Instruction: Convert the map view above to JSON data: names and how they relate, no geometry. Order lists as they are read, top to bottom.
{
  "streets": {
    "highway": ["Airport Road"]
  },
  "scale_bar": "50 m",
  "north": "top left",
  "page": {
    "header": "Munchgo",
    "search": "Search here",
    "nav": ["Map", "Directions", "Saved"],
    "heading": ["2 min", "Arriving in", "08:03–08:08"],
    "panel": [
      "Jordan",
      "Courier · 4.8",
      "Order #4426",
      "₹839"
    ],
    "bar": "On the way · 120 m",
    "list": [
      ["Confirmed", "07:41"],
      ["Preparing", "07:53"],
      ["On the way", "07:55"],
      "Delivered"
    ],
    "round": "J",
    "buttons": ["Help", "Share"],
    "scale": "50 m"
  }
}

◇ ◇ ◇ ◇ ◇

Every record above should be copied exactly.

Exercise output —
Instruction: Convert the map view above to JSON data: names and how they relate, no geometry. Order lists as they are read, top to bottom.
{
  "streets": {
    "highway": ["Airport Road"]
  },
  "scale_bar": "50 m",
  "north": "top left",
  "page": {
    "header": "Munchgo",
    "search": "Search here",
    "nav": ["Map", "Directions", "Saved"],
    "heading": ["2 min", "Arriving in", "08:03–08:08"],
    "panel": [
      "Jordan",
      "Courier · 4.8",
      "Order #4426",
      "₹839"
    ],
    "bar": "On the way · 120 m",
    "list": [
      ["Confirmed", "07:41"],
      ["Preparing", "07:53"],
      ["On the way", "07:55"],
      "Delivered"
    ],
    "round": "J",
    "buttons": ["Help", "Share"],
    "scale": "50 m"
  }
}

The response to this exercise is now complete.